*What this task involves*
Please return the lines of the data that contain "points".

*Data in this exercise*
*** Block opens ***

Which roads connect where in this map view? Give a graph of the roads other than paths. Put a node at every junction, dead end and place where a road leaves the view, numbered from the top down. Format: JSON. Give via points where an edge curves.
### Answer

*** Block closes ***
*** Block opens ***

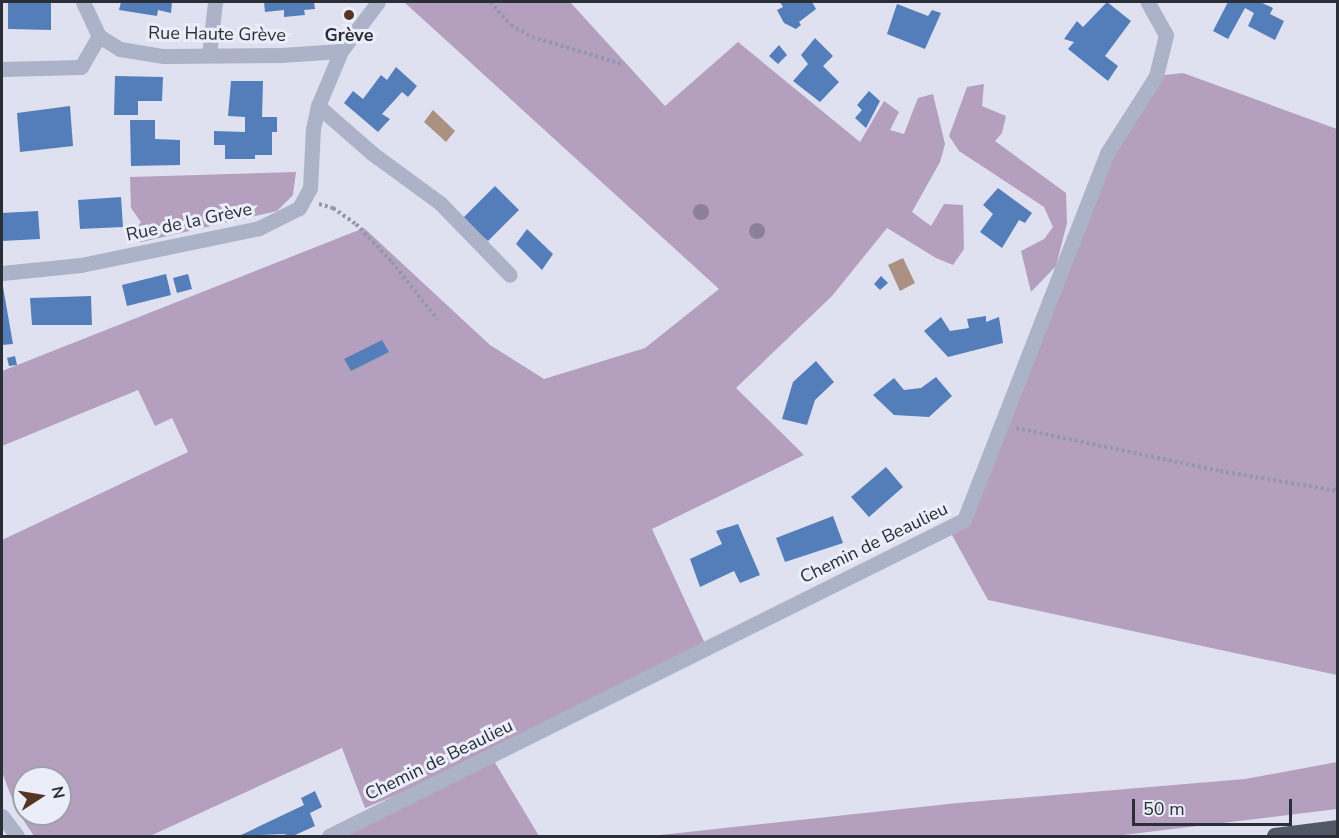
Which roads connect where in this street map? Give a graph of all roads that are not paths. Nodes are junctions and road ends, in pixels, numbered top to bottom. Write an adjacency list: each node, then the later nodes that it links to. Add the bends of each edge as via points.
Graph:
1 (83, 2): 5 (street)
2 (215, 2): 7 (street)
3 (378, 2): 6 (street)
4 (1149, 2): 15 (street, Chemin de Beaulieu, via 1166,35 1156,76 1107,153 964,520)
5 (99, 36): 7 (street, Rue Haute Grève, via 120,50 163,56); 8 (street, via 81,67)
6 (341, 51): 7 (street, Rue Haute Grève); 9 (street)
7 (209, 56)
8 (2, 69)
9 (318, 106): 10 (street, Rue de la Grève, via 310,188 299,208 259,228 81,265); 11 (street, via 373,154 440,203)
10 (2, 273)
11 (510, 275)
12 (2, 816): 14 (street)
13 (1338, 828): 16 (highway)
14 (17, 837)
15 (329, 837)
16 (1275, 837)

*** Block closes ***

*Written response*
Which roads connect where in this map view? Give a graph of the roads other than paths. Put a node at every junction, dead end and place where a road leaves the view, numbered from the top down. Format: JSON. Give via points where an edge curves.
Which roads connect where in this street map? Give a graph of all roads that are not paths. Nodes are junctions and road ends, in pixels, numbered top to bottom. Write an adjacency list: each node, then the later nodes that it links to. Add the bends of each edge as via points.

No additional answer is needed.